In our study, a considerable proportion of patients without distant disease were alive after 5-years. Almost half the patients with localized cervix, gastric, colorectal or pancreatic primaries were still alive after 5 years. Even with regional disease, 5-year survival rates were above 20% for several primary sites. Definitive recommendations for the management of extrapulmonary NEC with resectable disease however are lacking. While some consensus guidelines recommend resection in combination with chemotherapy and/or radiation, others recommend surgical resection followed by adjuvant chemotherapy and radiation to be considered.^25,26 Reflecting this recent studies have come to conflicting conclusions regarding the role of surgery in multi-modality management of localized gastrointestinal NEC^27–29. It is likely that decisions regarding will need to be individualized based on site but our study clearly shows the need to have more concrete data and guidelines to improve outcomes for these patients.

Our study has several limitations. The SEER database does not classify patients according to the WHO 2010 classification nor does it have Ki67 proliferation data. Several known prognostic factors in cancer survival such as treatment, socioeconomic, performance status, and co-morbidities have not been included. Use of systemic chemotherapy is also not noted in the SEER database.

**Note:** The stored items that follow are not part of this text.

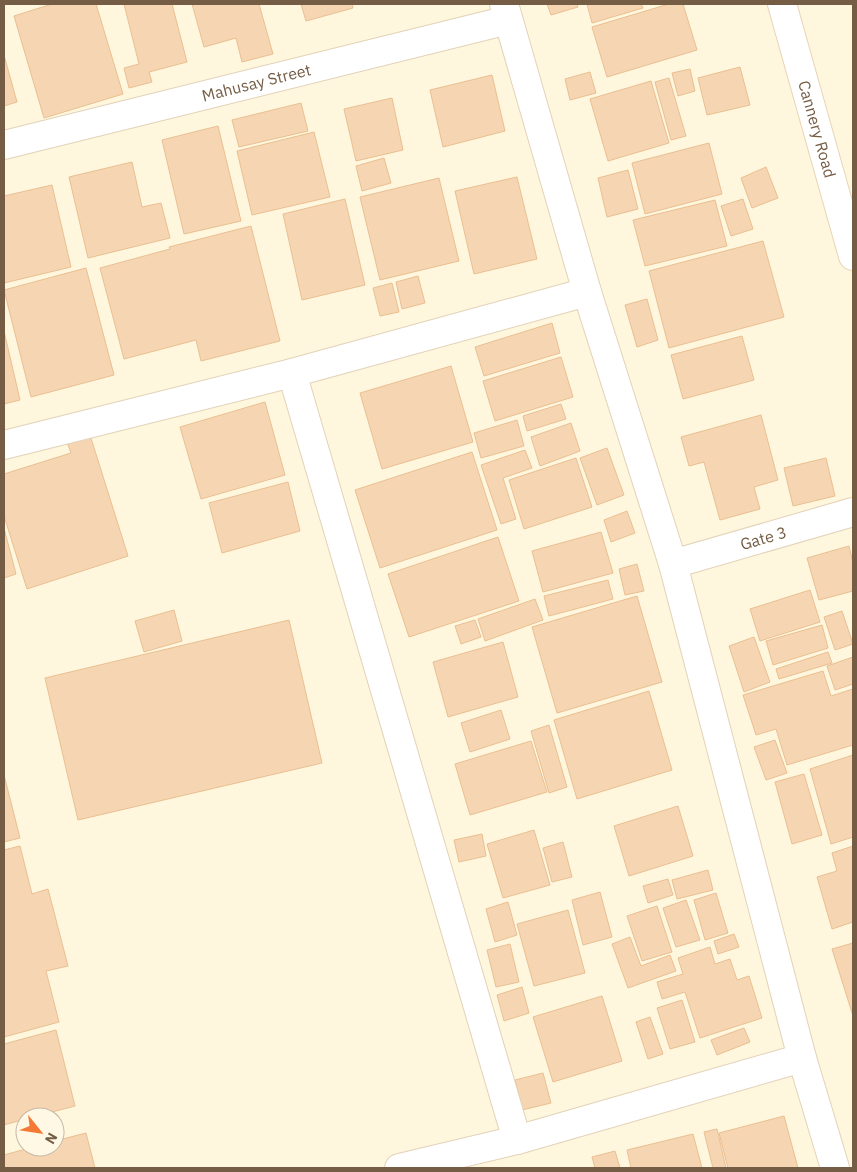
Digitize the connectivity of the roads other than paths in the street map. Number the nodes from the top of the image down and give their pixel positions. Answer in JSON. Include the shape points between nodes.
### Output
{"nodes":[{"id":1,"x":782,"y":4,"type":"edge"},
{"id":2,"x":506,"y":12,"type":"edge"},
{"id":3,"x":4,"y":145,"type":"edge"},
{"id":4,"x":846,"y":199,"type":"edge"},
{"id":5,"x":853,"y":256,"type":"edge"},
{"id":6,"x":587,"y":292,"type":"junction"},
{"id":7,"x":292,"y":373,"type":"junction"},
{"id":8,"x":4,"y":445,"type":"edge"},
{"id":9,"x":853,"y":512,"type":"edge"},
{"id":10,"x":673,"y":564,"type":"junction"},
{"id":11,"x":802,"y":1058,"type":"junction"},
{"id":12,"x":517,"y":1140,"type":"junction"},
{"id":13,"x":399,"y":1168,"type":"edge"},
{"id":14,"x":835,"y":1168,"type":"edge"}],
"edges":[{"from":1,"to":4,"type":"street","name":"Cannery Road"},
{"from":2,"to":3,"type":"street","name":"Mahusay Street"},
{"from":2,"to":6,"type":"street"},
{"from":4,"to":5,"type":"street","name":"Cannery Road"},
{"from":6,"to":7,"type":"street"},
{"from":6,"to":10,"type":"street"},
{"from":7,"to":8,"type":"street"},
{"from":7,"to":12,"type":"street"},
{"from":9,"to":10,"type":"street","name":"Gate 3"},
{"from":10,"to":11,"type":"street"},
{"from":11,"to":12,"type":"street"},
{"from":11,"to":14,"type":"street"},
{"from":12,"to":13,"type":"street"}]}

In spite of these limitations, our study has important implications. This is the first population based study describing the epidemiology and demographics of poorly differentiated NEC patients. We observed significant differences in demographics, and large variations in survival depending on primary site and morphological subtype. A curative approach is possible for substantial proportion of patients with localized or regional stage. In contrast, distant stage NEC is associated with dismal prognosis and novel therapies are required.